Right. It's time to stop staring at the minutiae of scruffy old Penguin Books and empty Gold Flake packets and get back out there. On the road, seeing what happens; Fear and Loathing On The A1.
I saw on someone's blog the other day that a top ten of roadside caffs was being assembled. One of the candidates put forward was a very up-market pub, the Olive Branch at Clipsham in Rutland. Anything further from a transport cafe cannot possibly be imagined unless under mind-altering drugs, and in any case it's a good way off the four lane blacktop that is the Great North Road. But not much further north is the real thing. A wheezing shack roofed in red corrugated iron at the Cromwell Halt just north of Newark. The lettering (obliterated in the war in case the Third Reich fancied dropping in with high explosives) automatically triggers the senses. It says, as boldly as possible: bacon, sausage, two fried eggs, black pudding and a mug of tea you can stand a spoon up in. On my first visit thick-set truckers with arms like Popeye's shovelled breakfasts down whilst aiming expletives at Tony Blair (remember 'im?) preening himself on a the ceiling-slung telly. I daren't get the camera out inside in case I found the lens slowly clearing of HP Sauce, but in conversation with the owner I learnt that next door to the shack was an air raid shelter, just in case a stray Heinkel interrupted the mopping-up with fried bread. Marvellous. I shall return.
5 comments:
Took me a while to recognise the red umbrella for what it was. At first sight it looks like that character in 'Don't Look Now'. Spooky.

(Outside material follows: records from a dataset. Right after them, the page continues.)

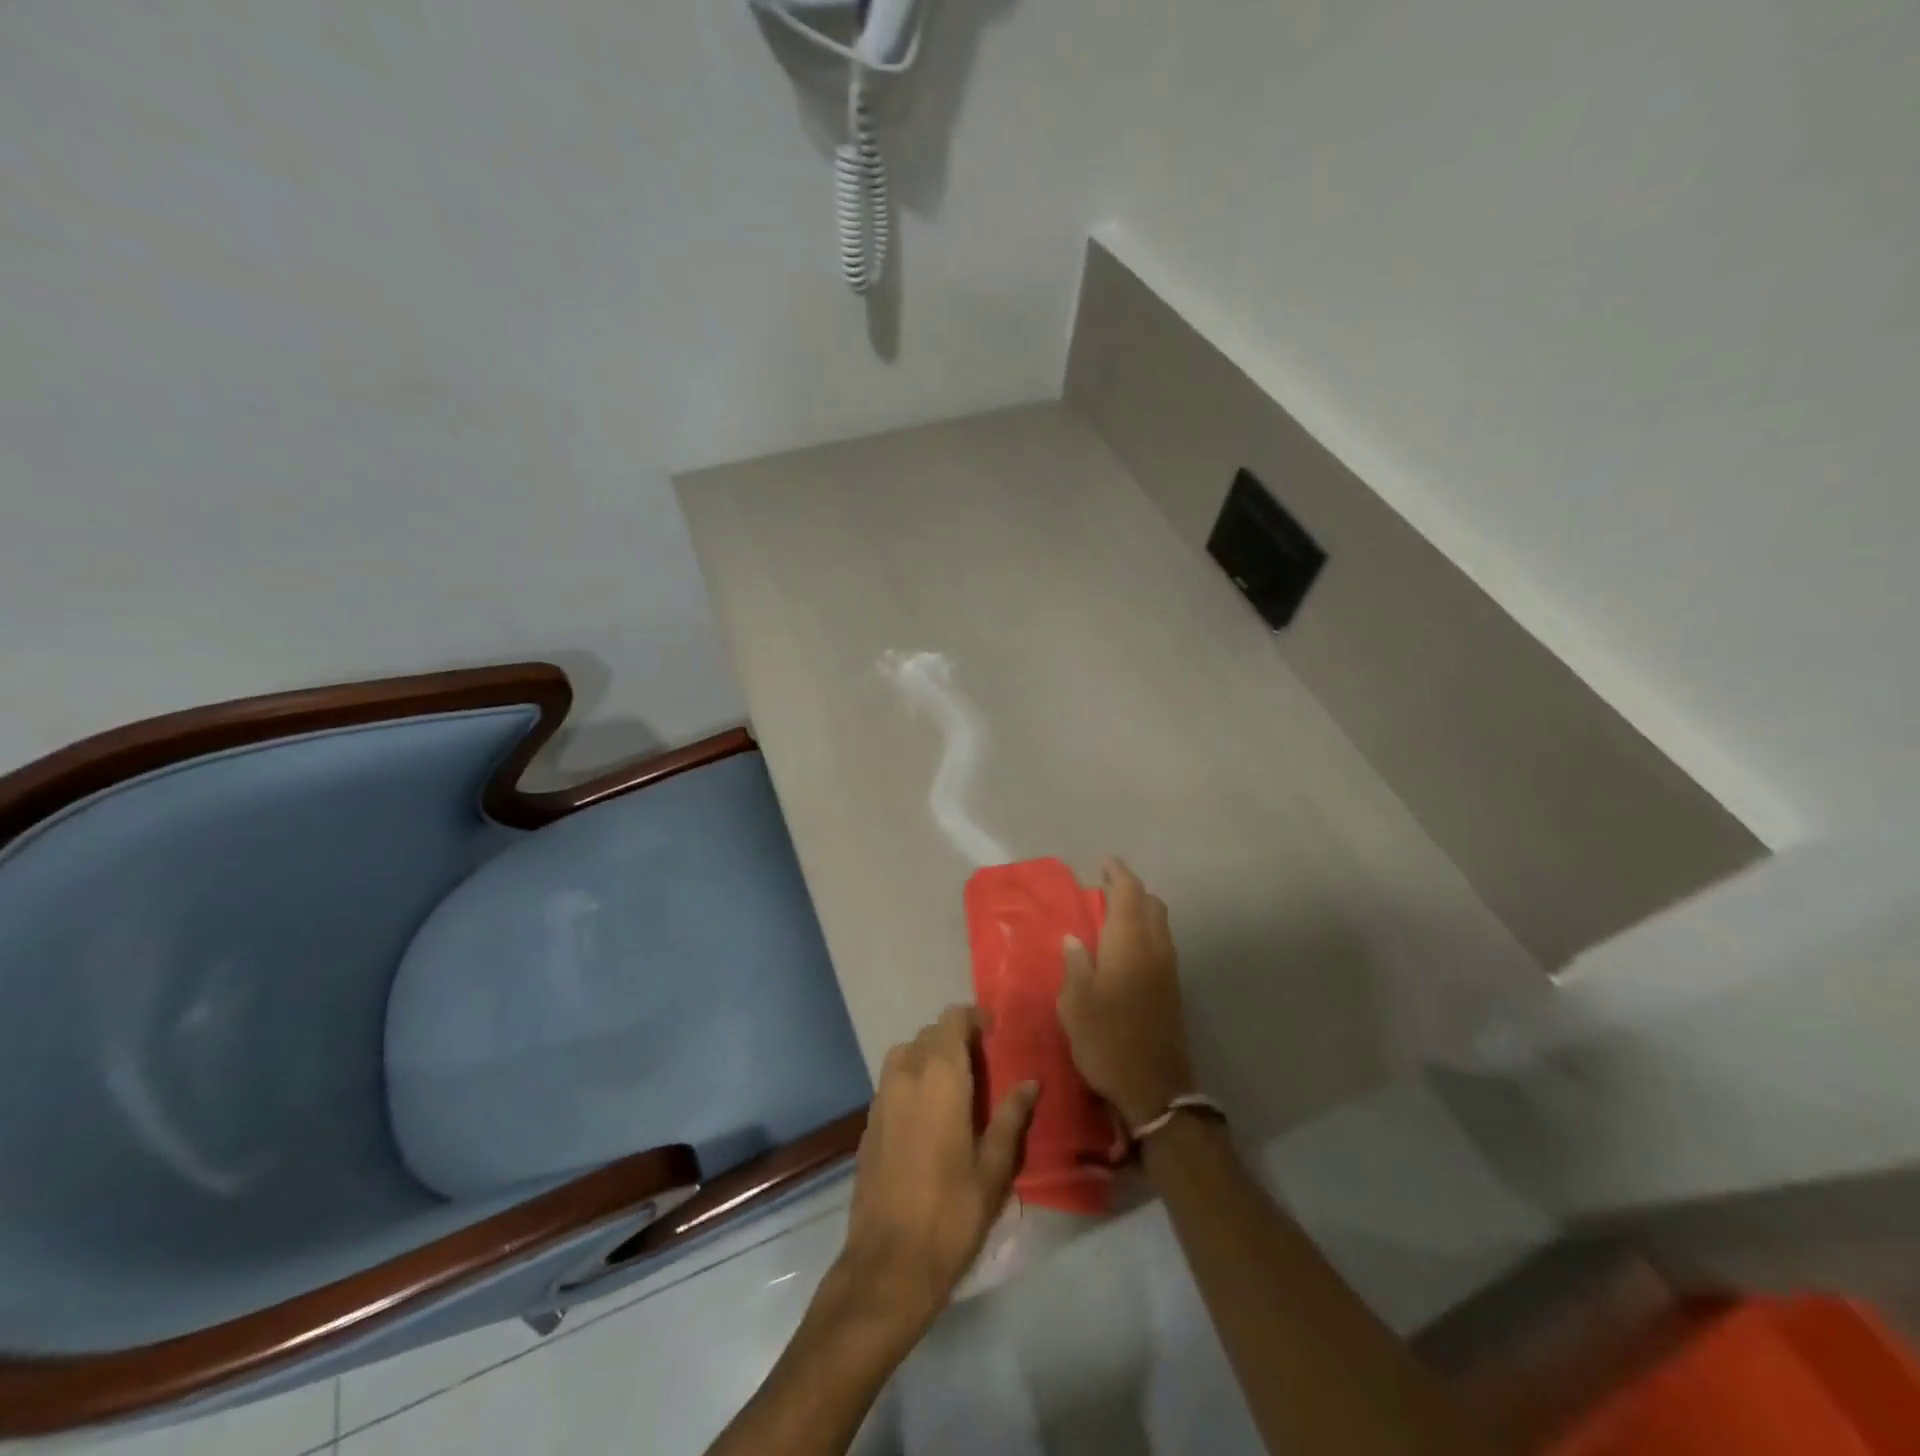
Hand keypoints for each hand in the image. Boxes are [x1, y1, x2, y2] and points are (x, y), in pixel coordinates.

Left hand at [835, 1006, 1037, 1342]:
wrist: (888, 1264)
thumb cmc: (951, 1213)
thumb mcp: (994, 1168)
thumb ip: (1011, 1117)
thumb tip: (1030, 1083)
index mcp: (939, 1076)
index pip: (952, 1019)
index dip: (974, 1019)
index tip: (996, 1037)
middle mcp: (905, 1075)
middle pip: (929, 1034)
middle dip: (956, 1040)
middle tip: (983, 1068)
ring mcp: (881, 1098)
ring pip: (906, 1054)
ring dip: (930, 1058)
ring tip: (956, 1090)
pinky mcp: (867, 1123)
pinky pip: (892, 1083)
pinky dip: (912, 1083)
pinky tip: (929, 1119)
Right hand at [1058, 857, 1197, 1127]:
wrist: (1155, 1089)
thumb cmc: (1107, 1041)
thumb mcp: (1076, 1004)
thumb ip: (1076, 965)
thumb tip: (1075, 939)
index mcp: (1129, 944)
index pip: (1129, 894)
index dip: (1118, 874)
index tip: (1105, 862)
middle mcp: (1154, 949)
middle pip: (1151, 905)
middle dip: (1132, 890)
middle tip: (1106, 887)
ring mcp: (1168, 970)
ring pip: (1160, 924)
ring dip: (1141, 910)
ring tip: (1114, 914)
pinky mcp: (1173, 990)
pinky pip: (1161, 943)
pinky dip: (1146, 931)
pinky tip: (1126, 948)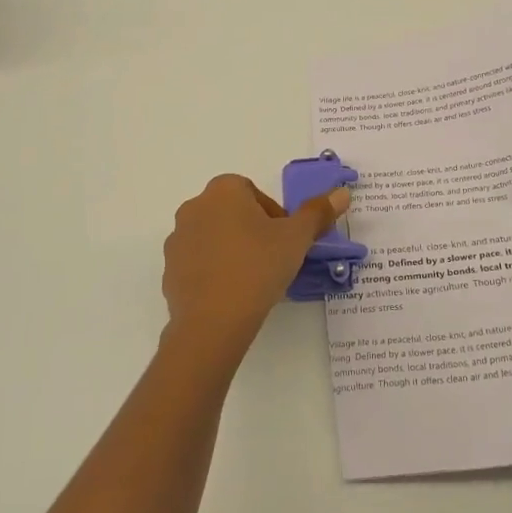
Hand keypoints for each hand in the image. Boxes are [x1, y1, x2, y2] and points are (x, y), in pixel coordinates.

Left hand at [162, 175, 348, 355]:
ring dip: (232, 251)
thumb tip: (342, 192)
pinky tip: (232, 295)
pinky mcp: (169, 271)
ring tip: (254, 280)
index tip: (285, 240)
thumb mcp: (297, 238)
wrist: (213, 321)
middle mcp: (194, 207)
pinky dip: (215, 273)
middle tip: (274, 259)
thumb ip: (318, 212)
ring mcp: (177, 240)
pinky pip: (199, 264)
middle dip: (253, 231)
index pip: (253, 192)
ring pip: (214, 238)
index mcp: (223, 190)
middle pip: (232, 213)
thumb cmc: (258, 267)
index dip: (273, 215)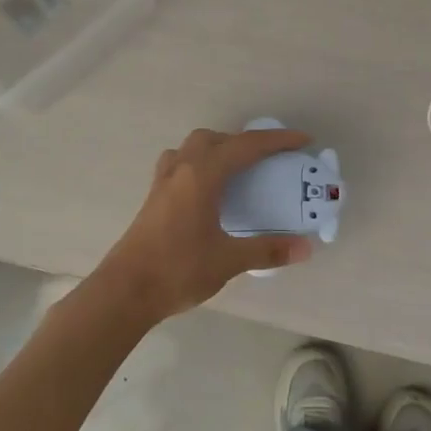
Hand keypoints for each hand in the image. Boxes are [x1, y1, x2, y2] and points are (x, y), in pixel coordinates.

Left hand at [95, 127, 316, 321]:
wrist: (125, 291)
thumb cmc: (178, 270)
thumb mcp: (228, 260)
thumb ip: (268, 250)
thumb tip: (306, 248)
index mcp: (202, 176)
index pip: (245, 147)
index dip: (277, 141)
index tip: (303, 140)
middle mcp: (181, 170)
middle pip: (214, 139)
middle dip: (243, 142)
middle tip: (267, 160)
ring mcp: (162, 183)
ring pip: (191, 148)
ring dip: (216, 149)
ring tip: (236, 171)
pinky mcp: (153, 199)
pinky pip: (178, 165)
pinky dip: (199, 165)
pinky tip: (207, 192)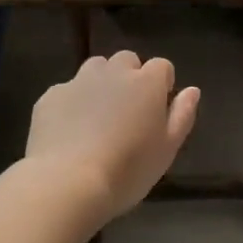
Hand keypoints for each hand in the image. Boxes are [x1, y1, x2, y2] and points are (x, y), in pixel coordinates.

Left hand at [26, 50, 200, 226]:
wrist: (67, 182)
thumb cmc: (128, 170)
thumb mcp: (167, 149)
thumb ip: (182, 115)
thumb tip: (192, 90)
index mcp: (146, 83)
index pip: (162, 66)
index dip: (162, 85)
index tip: (158, 109)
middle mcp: (113, 72)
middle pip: (127, 60)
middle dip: (130, 77)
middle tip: (128, 112)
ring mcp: (78, 81)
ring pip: (95, 69)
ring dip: (101, 83)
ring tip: (98, 116)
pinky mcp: (51, 96)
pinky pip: (67, 91)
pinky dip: (72, 103)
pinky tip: (70, 131)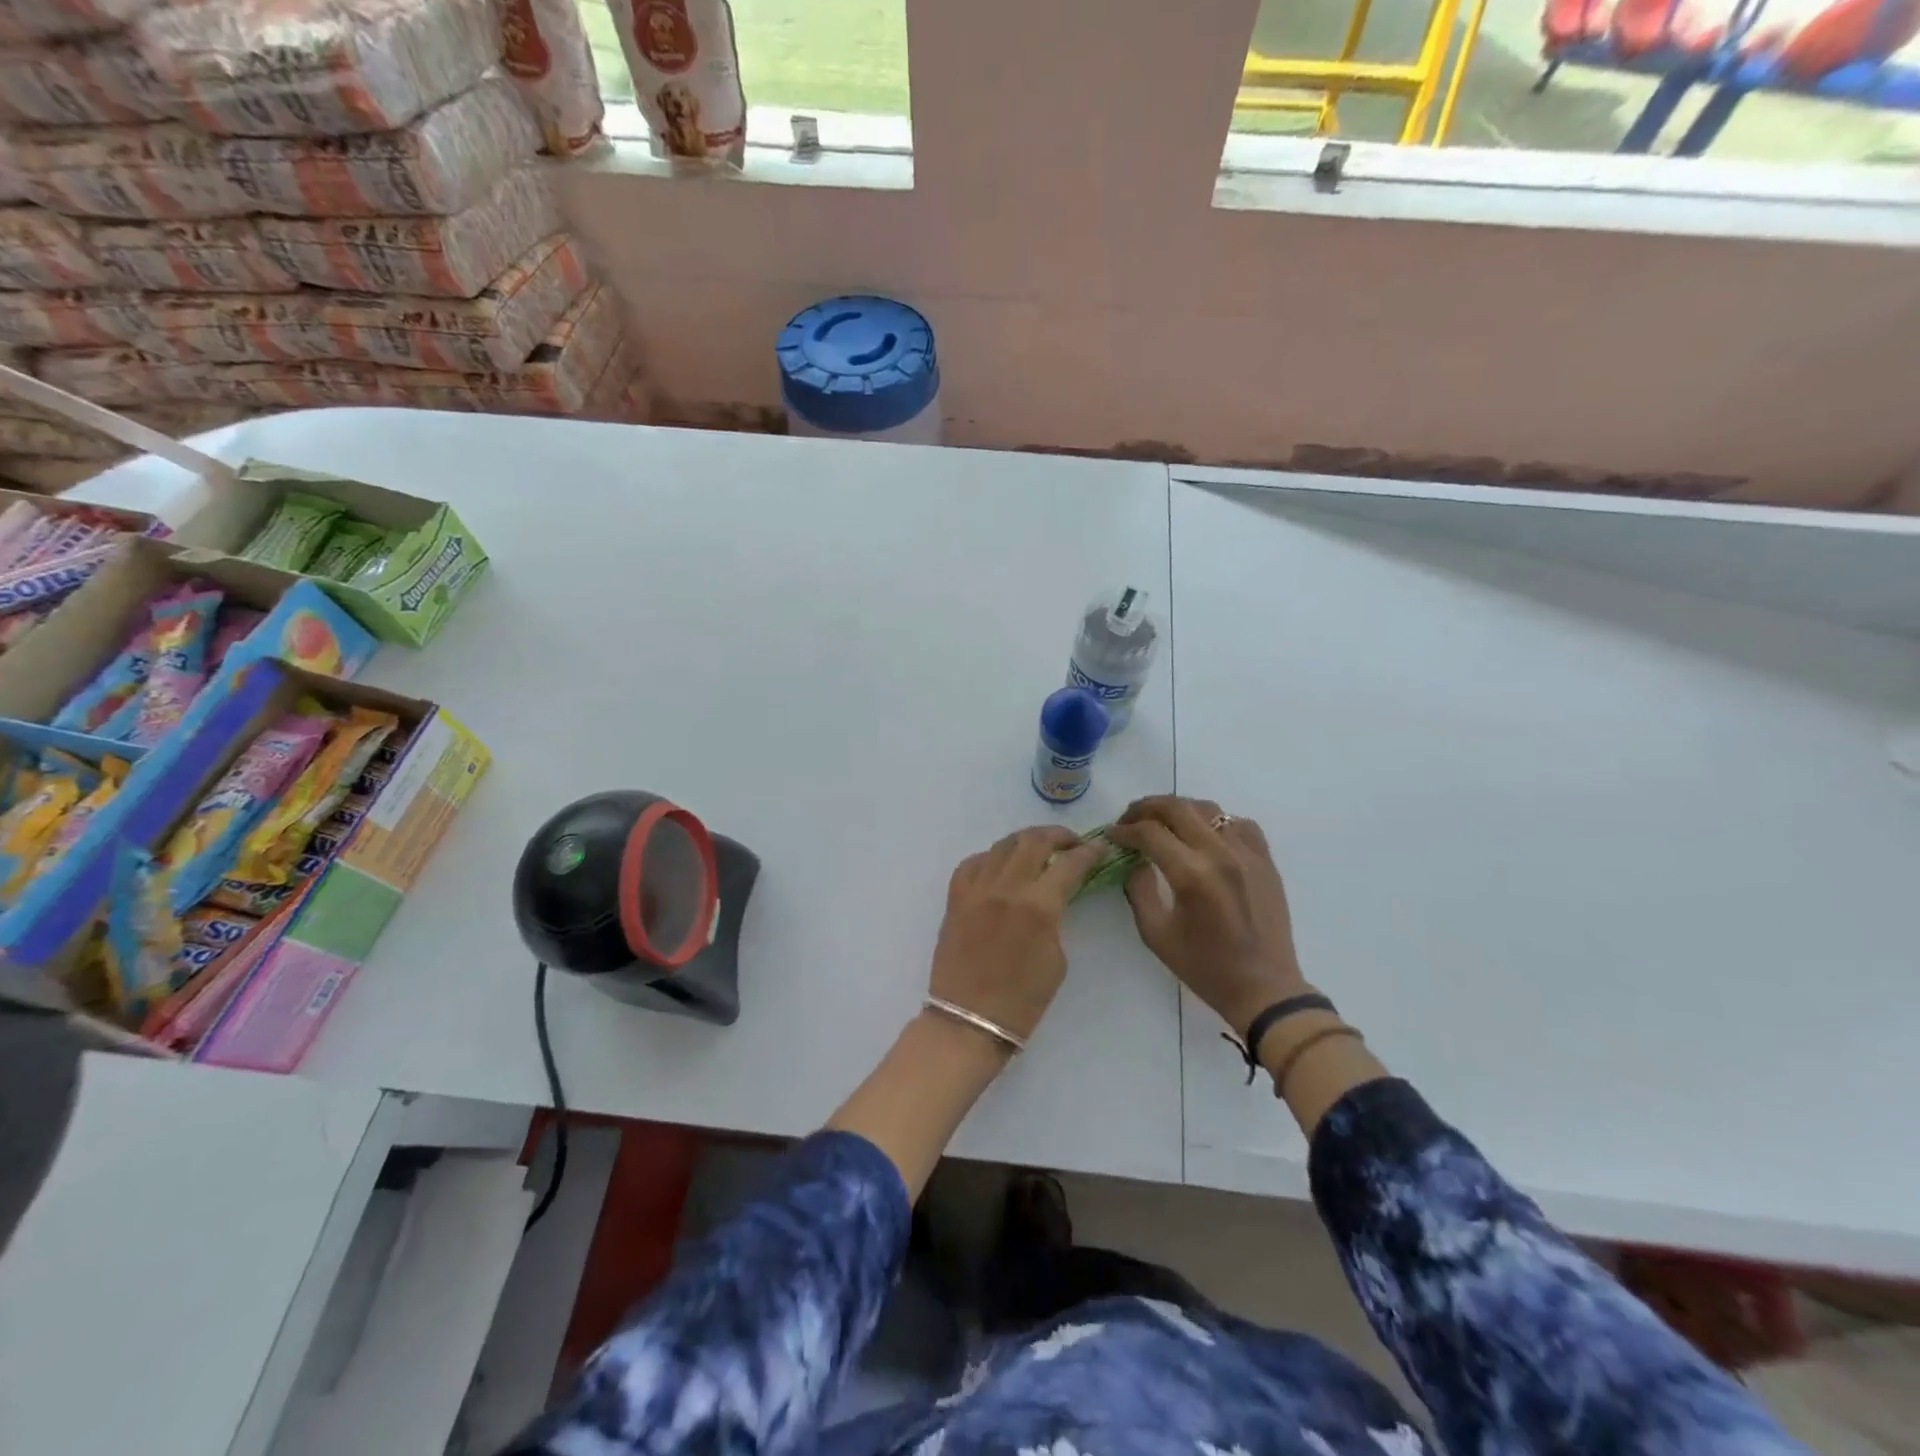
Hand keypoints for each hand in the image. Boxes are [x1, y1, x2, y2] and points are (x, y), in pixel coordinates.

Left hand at [930, 826, 1104, 1043]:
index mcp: (1038, 906)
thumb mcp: (1057, 959)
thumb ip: (1056, 919)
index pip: (1069, 864)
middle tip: (1072, 843)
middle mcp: (1006, 887)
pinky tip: (1000, 866)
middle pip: (1034, 841)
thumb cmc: (1022, 1001)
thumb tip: (1053, 898)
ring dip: (1025, 841)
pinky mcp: (955, 898)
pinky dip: (991, 858)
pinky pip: (973, 863)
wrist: (968, 1021)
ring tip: (1039, 849)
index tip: (1100, 847)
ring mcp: (976, 889)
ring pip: (1002, 845)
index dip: (1089, 852)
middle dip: (1058, 836)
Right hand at [1109, 796, 1306, 1037]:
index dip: (1125, 829)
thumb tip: (1135, 861)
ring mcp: (1247, 854)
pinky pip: (1239, 823)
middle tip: (1130, 819)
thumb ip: (1139, 890)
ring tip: (1162, 822)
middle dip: (1146, 808)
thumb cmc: (1205, 967)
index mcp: (1191, 874)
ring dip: (1179, 809)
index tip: (1111, 834)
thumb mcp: (1156, 934)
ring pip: (1208, 809)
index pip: (1150, 832)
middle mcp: (1220, 854)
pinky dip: (1217, 821)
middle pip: (1177, 808)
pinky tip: (1205, 835)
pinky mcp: (1266, 860)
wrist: (1264, 988)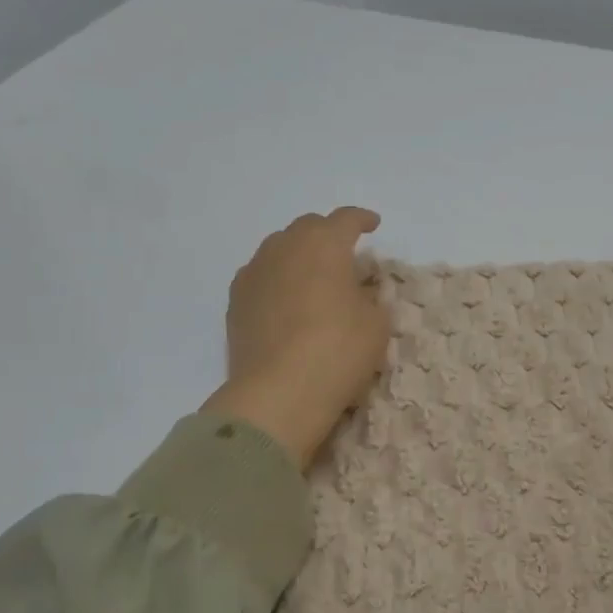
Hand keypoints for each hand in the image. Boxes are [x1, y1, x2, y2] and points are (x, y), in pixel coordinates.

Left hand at [203, 207, 390, 470]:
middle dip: (327, 234)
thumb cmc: (338, 351)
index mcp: (325, 245)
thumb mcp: (376, 324)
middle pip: (308, 227)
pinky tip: (284, 298)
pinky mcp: (235, 301)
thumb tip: (360, 291)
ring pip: (279, 249)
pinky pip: (261, 276)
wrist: (278, 393)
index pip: (346, 220)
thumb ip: (371, 298)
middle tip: (343, 252)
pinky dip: (277, 279)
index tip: (373, 224)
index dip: (362, 219)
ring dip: (299, 254)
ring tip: (312, 275)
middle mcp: (285, 248)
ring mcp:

Marvellous. A fondly remembered landmark. The Cromwell Halt CAFE. It does what it says on the tin.
I shall go specially. To hell with the meusli!
I wouldn't be seen dead in the place. They missed out the acute accent on the e in cafe.
My favourite misspelling of the word 'café' was in the sign on the old Café Casali in Maiden Lane, Covent Garden. Somehow they had managed to spell it with a grave accent. On the 'c' of 'cafe'.